I feel the same way about relationships. Now there is an appropriate place and length for the talking phase. It will be different for everyone. Yet, there’s something about “talking” for months and months and MONTHS that gives me a dorm room feel. It is temporary, it is indecisive. There’s no need to really invest emotionally, or get too deep because (shrug) I’ll probably be moving on in a few months. But a title will give you the security to invest, to explore the depths, and hang some pictures on the wall to make it your own.
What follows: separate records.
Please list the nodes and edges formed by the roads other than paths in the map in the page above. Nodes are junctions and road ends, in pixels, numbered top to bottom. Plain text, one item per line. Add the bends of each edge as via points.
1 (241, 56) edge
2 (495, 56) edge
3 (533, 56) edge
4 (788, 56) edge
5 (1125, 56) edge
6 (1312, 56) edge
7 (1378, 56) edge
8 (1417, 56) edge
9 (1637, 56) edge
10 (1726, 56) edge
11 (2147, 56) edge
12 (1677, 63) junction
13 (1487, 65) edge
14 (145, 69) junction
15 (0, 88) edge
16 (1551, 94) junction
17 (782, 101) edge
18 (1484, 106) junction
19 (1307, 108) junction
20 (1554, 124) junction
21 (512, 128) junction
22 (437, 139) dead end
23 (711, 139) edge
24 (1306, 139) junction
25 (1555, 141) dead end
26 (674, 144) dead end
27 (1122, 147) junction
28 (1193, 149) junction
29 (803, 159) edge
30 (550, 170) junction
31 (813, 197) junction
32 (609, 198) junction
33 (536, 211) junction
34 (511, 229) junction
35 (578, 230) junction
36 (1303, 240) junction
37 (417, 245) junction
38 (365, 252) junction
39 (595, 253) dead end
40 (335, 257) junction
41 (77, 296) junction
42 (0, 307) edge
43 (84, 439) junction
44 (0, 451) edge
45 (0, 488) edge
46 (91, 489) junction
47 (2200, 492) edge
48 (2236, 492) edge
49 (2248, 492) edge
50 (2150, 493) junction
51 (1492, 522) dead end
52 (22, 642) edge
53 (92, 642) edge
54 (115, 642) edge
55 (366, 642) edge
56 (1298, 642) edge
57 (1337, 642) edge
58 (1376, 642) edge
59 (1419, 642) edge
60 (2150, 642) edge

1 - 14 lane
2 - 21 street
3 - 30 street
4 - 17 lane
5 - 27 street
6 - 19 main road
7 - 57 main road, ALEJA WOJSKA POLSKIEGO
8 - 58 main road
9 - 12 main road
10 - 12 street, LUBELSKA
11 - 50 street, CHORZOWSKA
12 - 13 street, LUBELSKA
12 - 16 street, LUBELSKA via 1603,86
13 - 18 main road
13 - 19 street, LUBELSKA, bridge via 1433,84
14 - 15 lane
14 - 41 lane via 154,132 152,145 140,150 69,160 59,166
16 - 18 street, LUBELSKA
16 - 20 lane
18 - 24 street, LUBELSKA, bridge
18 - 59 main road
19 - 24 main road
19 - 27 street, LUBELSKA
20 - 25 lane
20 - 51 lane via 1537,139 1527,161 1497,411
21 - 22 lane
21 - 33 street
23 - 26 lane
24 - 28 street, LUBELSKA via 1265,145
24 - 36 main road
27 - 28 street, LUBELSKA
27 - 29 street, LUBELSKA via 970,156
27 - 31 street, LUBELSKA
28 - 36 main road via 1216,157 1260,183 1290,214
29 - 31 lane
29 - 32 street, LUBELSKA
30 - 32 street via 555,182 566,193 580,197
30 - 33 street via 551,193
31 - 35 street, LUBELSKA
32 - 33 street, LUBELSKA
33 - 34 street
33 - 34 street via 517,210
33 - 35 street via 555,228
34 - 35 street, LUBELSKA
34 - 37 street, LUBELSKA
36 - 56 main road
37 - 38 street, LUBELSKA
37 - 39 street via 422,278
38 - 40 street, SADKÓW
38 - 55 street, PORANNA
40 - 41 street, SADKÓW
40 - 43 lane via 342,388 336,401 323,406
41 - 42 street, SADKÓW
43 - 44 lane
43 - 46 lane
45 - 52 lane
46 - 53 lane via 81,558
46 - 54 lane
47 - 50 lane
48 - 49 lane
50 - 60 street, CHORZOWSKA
Once you get to a certain point, either you’re in or you aint. Period! Either you want to get to know this person in a way that can only be done through exclusivity, or you don’t. But instead of admitting this. Instead of treating people like undersized fish that don’t meet our standards and throwing them back, we hold them hostage. Using them as nothing more than place warmers until something better comes along.

PTSD

Male or female, we are all scared of being hurt. We are ALL scared of being played, embarrassed, or reliving a feeling of when we were. We are all scared of posting someone and now you got DMs of someone coming to you as a man or a woman. But that’s the crazy thing about love… you gotta give it 100% every time, and if you’re not ready to do so…you’re not ready.

“We live in a generation of, not being in love, and not being together
But we sure make it feel like we’re together
‘Cause we’re scared to see each other with somebody else “

Drake is the Morgan Freeman of the millennials, narrating the subtlety of moments that were only feelings but never words. We LOVE love and won’t admit it. We are so scared of being hurt, terrified of ending up like our parents, and mortified of being alone. The fear is paralyzing. It pours emotional concrete over our feet and strips us of our right to movement. We are 30,000 feet in the air with the seat belt sign on.

So instead of taking chances, instead of tailoring our behavior to what we want and not the other way around, instead of giving 100%, instead of investing… we settle for the gray. We settle for ambiguity. We settle for having possession of each other, but no rights. We settle for being nothing and going no-where. We settle for warm bodies and empty hearts. We settle. We believe the lie that something is better than nothing. We believe the lie that this is normal in today’s society. We believe.

I believe everything in life is cyclical. From platform shoes and tie die, to real music and relationships…everything comes around again. So I am less concerned with what we settled for or what we believed. My question is….what have we learned?